In September, DOE Secretary Rick Perry formally asked the Federal Energy Regulatory Commission to adopt new rulemaking which rewards certain types of power generation sources based on their impact to resilency. These sources are the types which can stored on site, which mainly are coal and nuclear.
FERC is still considering the recommendations to reward baseload power plants, while both Perry and the coal power industry have denied any collaboration. However, the website In These Times earlier this month showed photos reportedly of a March 29 meeting between Murray Energy executive Robert Murray and Perry in which Murray reportedly presents the secretary with a wish list for the coal industry.
The DOE’s grid resiliency proposed rulemaking was announced six months later. Many experts say that, if adopted, it will help the coal and nuclear industries reap billions of dollars in pricing incentives.
Murray has denied any influence peddling and slammed “green groups” for making the allegations, according to The Hill website.

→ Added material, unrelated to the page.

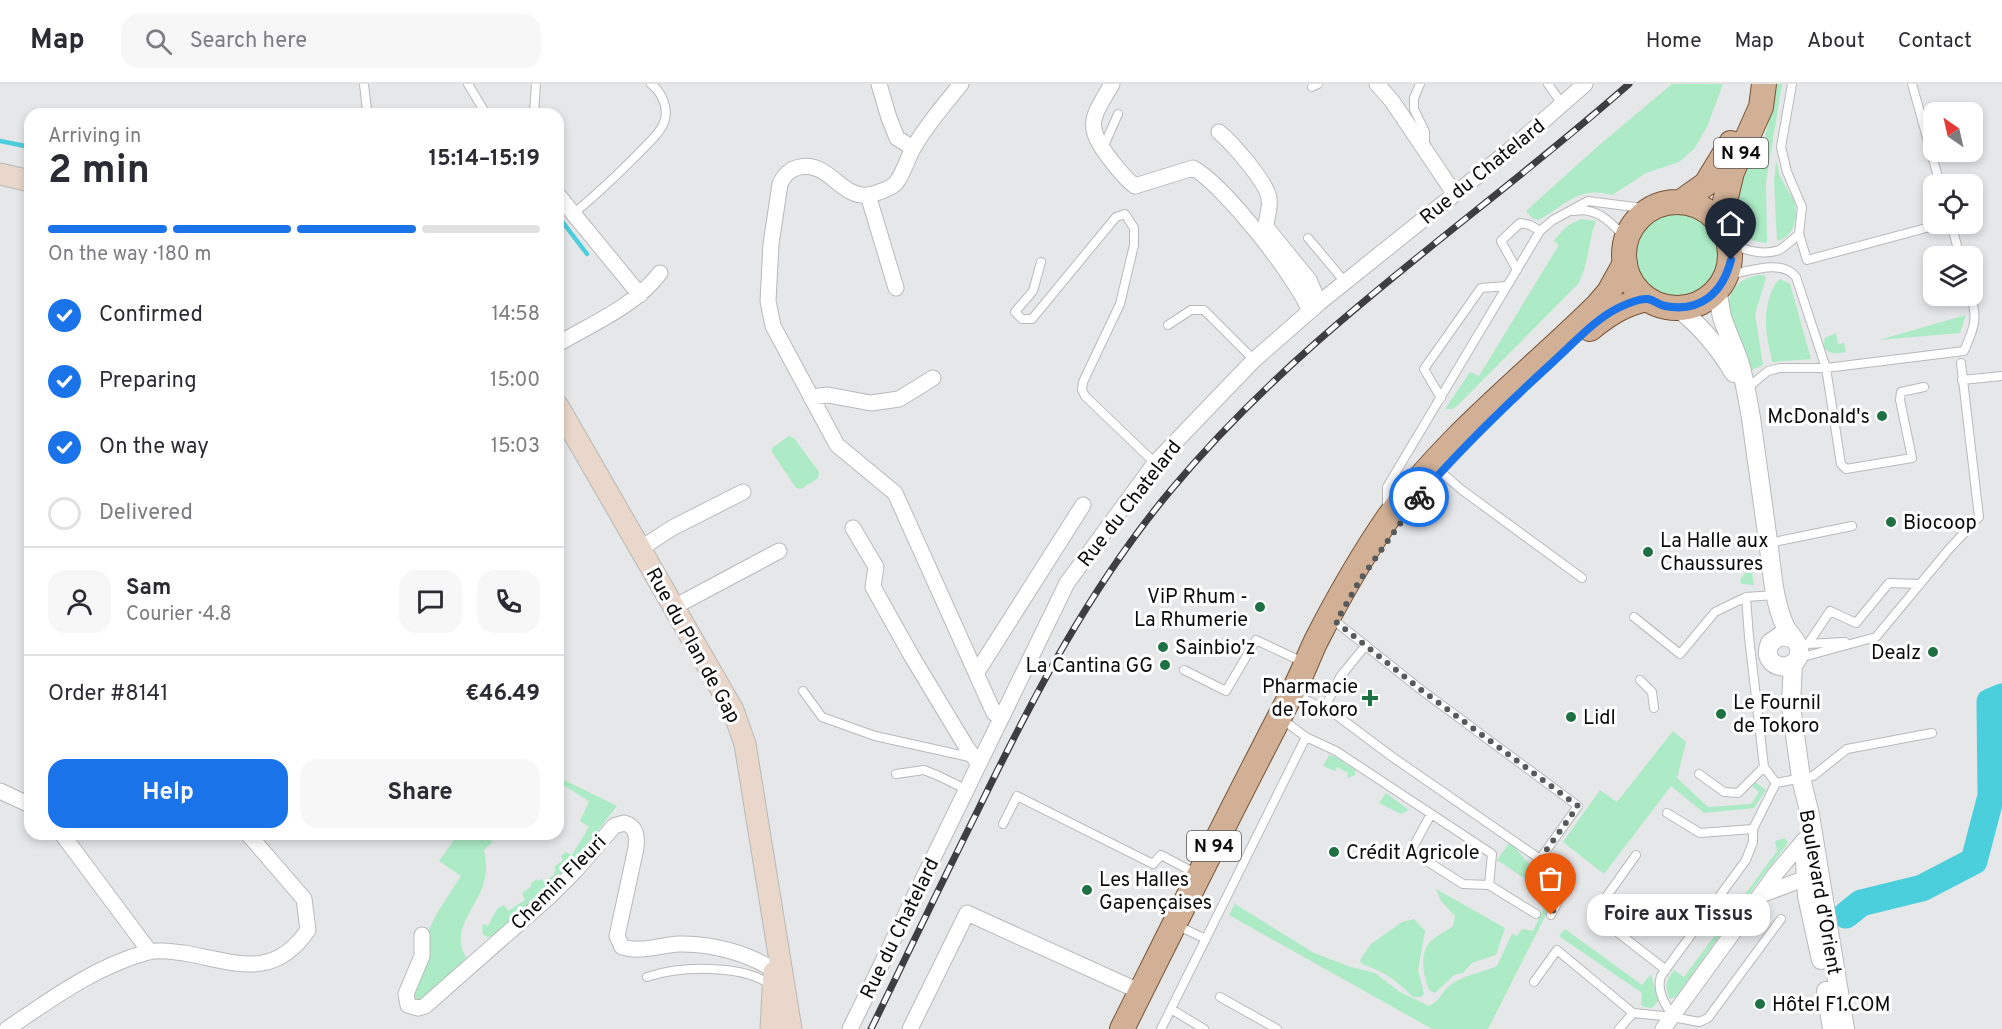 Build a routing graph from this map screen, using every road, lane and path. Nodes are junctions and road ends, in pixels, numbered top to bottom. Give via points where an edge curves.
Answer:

Three months ago, Perry formally asked the Federal Energy Regulatory Commission to issue rules requiring pricing reforms for generation resources “necessary to maintain the reliability and resiliency of our nation’s grid.” His proposal follows a recent Energy Department report which warned against a rush to renewable resources and coal-plant retirements.
“A reliable and resilient electrical grid is critical not only to our national and economic security, but also the everyday lives of American families,” Perry said in a September statement. “A diverse mix of power generation resources, including those with on-site reserves, is essential to the reliable delivery of electricity—particularly in times of supply stress such as recent natural disasters.”
Such a move could be good news for coal-fired generation and nuclear power. And clean energy foes are aware that it might not be as good for them as it has been in the past decade.
“We worry today’s proposal would upend competitive markets that save consumers billions of dollars,” Amy Farrell, senior vice president of government and public affairs for the American Wind Energy Association, said in a statement at that time. “The best way to guarantee a resilient and reliable electric grid is through market-based compensation for performance, not guaranteed payments for some, based on a government-prescribed definition.
FERC could decide the new rules as early as the first week of January, according to reports. It’s already delayed the decision-making once to consider them.